Vaxi Taxi targets vaccine anxiety as UK minority uptake lags
Pop-up campaign provides jabs plus door-to-door transportation
The Vaxi Taxi was a godsend for Leslie Reid. The 48-year-old stagehand wanted to get a Covid-19 shot, but he was worried about riding public transport to the vaccination centre because his immune system had been weakened by a bout with flesh-eating bacteria that almost cost him his arm.

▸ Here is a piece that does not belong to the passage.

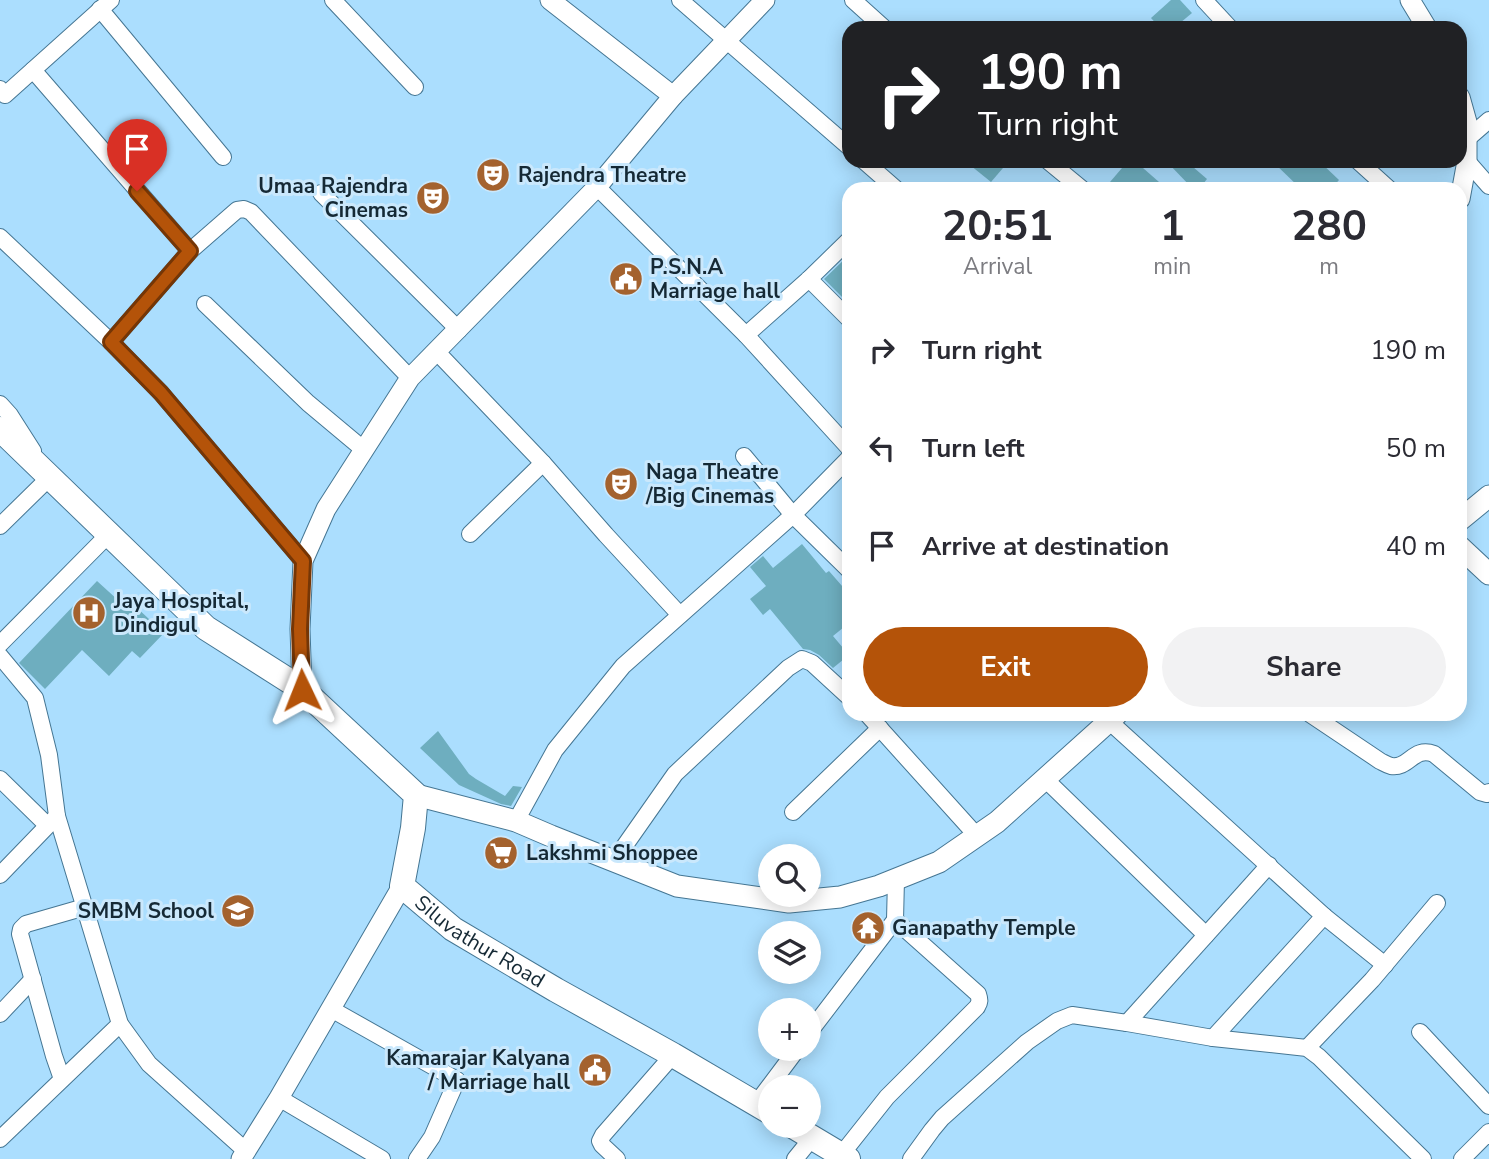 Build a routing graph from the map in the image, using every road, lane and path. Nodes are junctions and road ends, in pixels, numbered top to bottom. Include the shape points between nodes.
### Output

So Reid jumped at the opportunity when his doctor offered him the shot, together with door-to-door transportation. “I was one of the fortunate ones,” he said after being inoculated inside a black van cab at a community vaccination event in north London.
Community initiative
The ‘Vaxi Taxi’ that ferried Reid to his appointment and whisked him home again is just one initiative doctors and community organisers are promoting as they try to make sure everyone gets inoculated.
A survey commissioned by the Department of Health and Social Care found that just 72.5 per cent of Black people in England either have received or would accept the vaccine. That compares with 87.6 per cent for Asians and 92.6 per cent for whites. That disparity is the product of a variety of issues ranging from concerns about vaccine safety and past discrimination in Britain’s health care system to simple ones like transportation.
Dr. Sharon Raymond is one of the activists trying to remove vaccination barriers. The GP and head of the Covid Crisis Rescue Foundation helped organise Sunday’s pop-up vaccination event at Cambridge Gardens where half the residents are from ethnic minorities.
So on a late winter afternoon people got their shots under a bright yellow tent festooned with balloons. Neighbours munched on sandwiches, sipped drinks and stopped to talk to the doctors on hand.’